1. I see Operation/Transaction fees 10000's or millions for B2 BB or google cloud for example. How does CB handle those? Like how many "operations" does CB perform and is there a place I can find that out?
2. A hypothetical... Lets say my ex deletes my digitized record collection in my local selected folder for backups. The folder is nested in a complex way. I dont listen to them often. How would I know they were deleted? I get if I dont allow purging then well I would find them gone and simple restore them from a previous point. But what if I do purge my backups. Would CB purge those older sets that have my digitized record collection? Lets even say I do it by accident and dont realize it. GFS wouldnt protect against this would it? I dont know if this makes sense.
The best way to determine transaction fees for those cloud service providers that charge such fees is to look at your monthly bills after using our product. There's no real way to estimate the number of operations using our software since there are many variables to consider. But usually those fees are pretty low, so I wouldn't expect them to consume any significant part of your monthly cost. However if you prefer to not have to deal with those fees, there are options out there with different cloud service providers that do not charge any data egress or API charges that you can look into. But I think you'll find even with those charges the Backblaze B2 fees are extremely reasonable.

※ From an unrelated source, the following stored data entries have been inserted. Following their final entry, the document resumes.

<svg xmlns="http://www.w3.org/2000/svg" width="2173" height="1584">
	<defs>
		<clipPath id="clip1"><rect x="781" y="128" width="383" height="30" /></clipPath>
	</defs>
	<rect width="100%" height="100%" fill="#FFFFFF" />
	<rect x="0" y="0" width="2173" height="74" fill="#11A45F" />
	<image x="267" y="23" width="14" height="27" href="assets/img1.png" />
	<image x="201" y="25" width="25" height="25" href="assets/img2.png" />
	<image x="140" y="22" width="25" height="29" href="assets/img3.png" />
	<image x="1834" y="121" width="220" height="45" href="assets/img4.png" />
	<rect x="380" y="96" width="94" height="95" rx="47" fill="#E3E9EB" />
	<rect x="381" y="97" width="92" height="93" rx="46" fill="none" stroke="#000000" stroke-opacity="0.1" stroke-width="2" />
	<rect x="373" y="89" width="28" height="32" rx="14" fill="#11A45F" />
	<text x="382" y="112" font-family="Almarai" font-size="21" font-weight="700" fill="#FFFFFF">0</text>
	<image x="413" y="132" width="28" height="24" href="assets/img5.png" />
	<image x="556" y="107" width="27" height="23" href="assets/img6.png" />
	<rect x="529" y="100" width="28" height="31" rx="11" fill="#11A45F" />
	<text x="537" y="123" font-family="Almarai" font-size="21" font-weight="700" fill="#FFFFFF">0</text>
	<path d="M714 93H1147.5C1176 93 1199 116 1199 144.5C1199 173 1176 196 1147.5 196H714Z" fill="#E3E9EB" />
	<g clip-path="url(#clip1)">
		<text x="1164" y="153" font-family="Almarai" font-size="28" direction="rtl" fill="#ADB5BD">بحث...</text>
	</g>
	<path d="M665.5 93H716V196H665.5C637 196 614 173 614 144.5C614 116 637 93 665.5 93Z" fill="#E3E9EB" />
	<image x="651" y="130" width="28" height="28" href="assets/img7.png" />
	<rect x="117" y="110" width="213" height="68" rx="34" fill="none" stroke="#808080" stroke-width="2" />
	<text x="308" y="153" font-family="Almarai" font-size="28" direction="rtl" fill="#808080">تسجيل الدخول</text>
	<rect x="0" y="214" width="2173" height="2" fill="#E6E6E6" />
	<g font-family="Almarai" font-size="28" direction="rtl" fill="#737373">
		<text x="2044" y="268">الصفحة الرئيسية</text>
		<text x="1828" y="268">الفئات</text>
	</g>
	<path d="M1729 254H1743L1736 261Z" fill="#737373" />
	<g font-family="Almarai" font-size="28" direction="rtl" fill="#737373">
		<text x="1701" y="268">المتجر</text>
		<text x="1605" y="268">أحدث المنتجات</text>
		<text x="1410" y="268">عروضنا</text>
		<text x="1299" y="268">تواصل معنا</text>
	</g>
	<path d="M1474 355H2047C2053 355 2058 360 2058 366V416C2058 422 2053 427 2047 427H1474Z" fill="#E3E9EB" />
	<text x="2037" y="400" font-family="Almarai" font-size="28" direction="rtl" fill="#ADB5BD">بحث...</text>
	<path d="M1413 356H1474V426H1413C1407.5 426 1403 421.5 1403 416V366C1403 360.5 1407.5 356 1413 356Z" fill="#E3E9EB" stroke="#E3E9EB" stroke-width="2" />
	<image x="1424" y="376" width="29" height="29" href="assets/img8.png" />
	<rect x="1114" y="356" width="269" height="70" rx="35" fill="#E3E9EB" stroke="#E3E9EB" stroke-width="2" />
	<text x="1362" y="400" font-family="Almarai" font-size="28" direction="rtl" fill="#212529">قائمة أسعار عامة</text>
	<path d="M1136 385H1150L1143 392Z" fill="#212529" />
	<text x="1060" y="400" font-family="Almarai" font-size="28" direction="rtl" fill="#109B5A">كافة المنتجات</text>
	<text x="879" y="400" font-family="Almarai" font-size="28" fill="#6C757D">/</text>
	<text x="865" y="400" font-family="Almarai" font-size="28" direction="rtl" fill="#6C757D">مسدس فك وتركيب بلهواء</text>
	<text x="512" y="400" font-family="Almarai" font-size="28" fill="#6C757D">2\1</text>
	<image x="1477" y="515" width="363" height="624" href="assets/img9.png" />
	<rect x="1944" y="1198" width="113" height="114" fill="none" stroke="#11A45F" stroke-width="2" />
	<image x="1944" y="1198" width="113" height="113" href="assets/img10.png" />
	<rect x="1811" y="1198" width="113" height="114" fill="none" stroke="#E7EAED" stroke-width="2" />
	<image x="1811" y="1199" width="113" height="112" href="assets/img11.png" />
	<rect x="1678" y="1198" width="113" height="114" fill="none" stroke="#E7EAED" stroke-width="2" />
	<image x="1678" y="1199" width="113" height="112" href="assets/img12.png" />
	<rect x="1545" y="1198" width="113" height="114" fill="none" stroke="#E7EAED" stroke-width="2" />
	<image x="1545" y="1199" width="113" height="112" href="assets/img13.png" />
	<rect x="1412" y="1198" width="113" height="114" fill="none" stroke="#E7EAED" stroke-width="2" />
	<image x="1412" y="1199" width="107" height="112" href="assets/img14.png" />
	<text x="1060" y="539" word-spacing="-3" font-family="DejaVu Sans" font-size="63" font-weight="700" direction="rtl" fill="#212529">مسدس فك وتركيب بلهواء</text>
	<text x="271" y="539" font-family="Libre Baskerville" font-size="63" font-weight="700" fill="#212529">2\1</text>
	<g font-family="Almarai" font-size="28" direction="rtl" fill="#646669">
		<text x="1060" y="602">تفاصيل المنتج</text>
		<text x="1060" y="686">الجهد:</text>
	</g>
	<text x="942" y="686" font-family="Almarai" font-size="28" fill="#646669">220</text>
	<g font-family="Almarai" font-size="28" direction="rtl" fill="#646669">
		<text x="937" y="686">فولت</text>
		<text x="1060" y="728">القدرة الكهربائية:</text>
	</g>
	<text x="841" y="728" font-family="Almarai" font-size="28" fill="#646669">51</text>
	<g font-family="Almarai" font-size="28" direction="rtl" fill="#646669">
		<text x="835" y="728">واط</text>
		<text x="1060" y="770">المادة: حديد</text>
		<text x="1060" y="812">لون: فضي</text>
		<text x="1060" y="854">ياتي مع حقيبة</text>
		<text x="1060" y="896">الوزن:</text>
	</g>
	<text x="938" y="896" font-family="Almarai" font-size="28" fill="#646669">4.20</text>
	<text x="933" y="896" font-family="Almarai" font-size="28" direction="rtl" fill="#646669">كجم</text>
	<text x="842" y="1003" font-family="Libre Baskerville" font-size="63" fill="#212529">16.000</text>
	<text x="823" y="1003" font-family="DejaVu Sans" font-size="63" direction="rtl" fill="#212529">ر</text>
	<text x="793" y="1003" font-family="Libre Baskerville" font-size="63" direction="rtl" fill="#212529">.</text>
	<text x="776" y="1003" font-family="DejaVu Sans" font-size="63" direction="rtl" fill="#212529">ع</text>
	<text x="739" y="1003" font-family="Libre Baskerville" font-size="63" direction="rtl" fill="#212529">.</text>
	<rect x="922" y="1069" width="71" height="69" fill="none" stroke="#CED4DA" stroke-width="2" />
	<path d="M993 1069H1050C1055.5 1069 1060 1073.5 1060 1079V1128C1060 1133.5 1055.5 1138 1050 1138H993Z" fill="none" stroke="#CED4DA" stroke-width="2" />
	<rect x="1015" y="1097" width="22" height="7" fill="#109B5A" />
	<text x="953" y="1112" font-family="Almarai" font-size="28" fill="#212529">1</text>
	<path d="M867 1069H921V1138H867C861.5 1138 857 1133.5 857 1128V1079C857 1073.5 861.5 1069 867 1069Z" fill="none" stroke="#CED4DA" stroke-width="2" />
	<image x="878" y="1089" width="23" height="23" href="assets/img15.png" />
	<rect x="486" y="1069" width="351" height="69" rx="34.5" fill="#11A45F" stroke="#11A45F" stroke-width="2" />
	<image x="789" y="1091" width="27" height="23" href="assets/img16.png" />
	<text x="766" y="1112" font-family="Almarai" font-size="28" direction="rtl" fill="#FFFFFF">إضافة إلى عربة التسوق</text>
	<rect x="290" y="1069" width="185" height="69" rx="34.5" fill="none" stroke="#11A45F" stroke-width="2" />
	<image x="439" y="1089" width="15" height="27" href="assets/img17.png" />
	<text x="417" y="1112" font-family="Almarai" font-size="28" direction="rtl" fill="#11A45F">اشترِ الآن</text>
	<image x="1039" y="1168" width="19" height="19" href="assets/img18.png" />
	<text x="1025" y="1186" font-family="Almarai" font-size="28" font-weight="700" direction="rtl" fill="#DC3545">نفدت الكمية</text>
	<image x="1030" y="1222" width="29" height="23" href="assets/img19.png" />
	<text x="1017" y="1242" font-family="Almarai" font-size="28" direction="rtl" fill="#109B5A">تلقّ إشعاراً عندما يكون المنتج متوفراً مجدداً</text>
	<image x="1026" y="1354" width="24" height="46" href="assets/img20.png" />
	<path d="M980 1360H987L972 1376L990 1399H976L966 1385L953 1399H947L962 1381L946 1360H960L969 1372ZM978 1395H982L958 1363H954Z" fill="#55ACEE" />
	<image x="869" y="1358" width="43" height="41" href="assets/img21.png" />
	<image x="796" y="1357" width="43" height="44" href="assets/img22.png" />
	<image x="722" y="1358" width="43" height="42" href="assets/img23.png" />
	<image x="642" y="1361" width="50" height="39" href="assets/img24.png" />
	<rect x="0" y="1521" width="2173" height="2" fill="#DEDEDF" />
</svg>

Regarding your second question. If you're using the new backup format for your file backups, and you're using GFS retention, then you'll maintain backup sets for the total duration of your GFS settings. So if you keep annual backups for 3 years then your oldest backup that contains all of your files will not be removed for 3 years. And presumably, you'd realize by then that something needs to be restored. Having said that, you may be better off using the legacy backup format for your file backup, as that format has version-based retention and there's an option there to always keep the last version of every file even if it's past the the retention period and an option to keep the file backup if the original is deleted. Since that format is not backup-set based, only the first time do we back up everything and after that we only back up new and changed files (incremental forever). And if you use the proper retention settings mentioned above, you'll never have to worry about old files that were removed locally on your computer without your knowledge ever disappearing from backup storage. So my recommendation would be to move over to the legacy file backup format to solve your particular needs.
Question 1:
That's what I was thinnking. Could you give me a ballpark typical scenario? Like lets say i have 500 GB and 100,000 files total. How many transactions would CB do roughly? Uploading to google cloud lets say. Fill in whatever other variables you like. Maybe it's too complex idk.
Question 2:
Yes that's what I thought too. The new backup format is the one that supports client side dedup? I def like that feature. Why doesnt the new format also support file version retention? Will it ever?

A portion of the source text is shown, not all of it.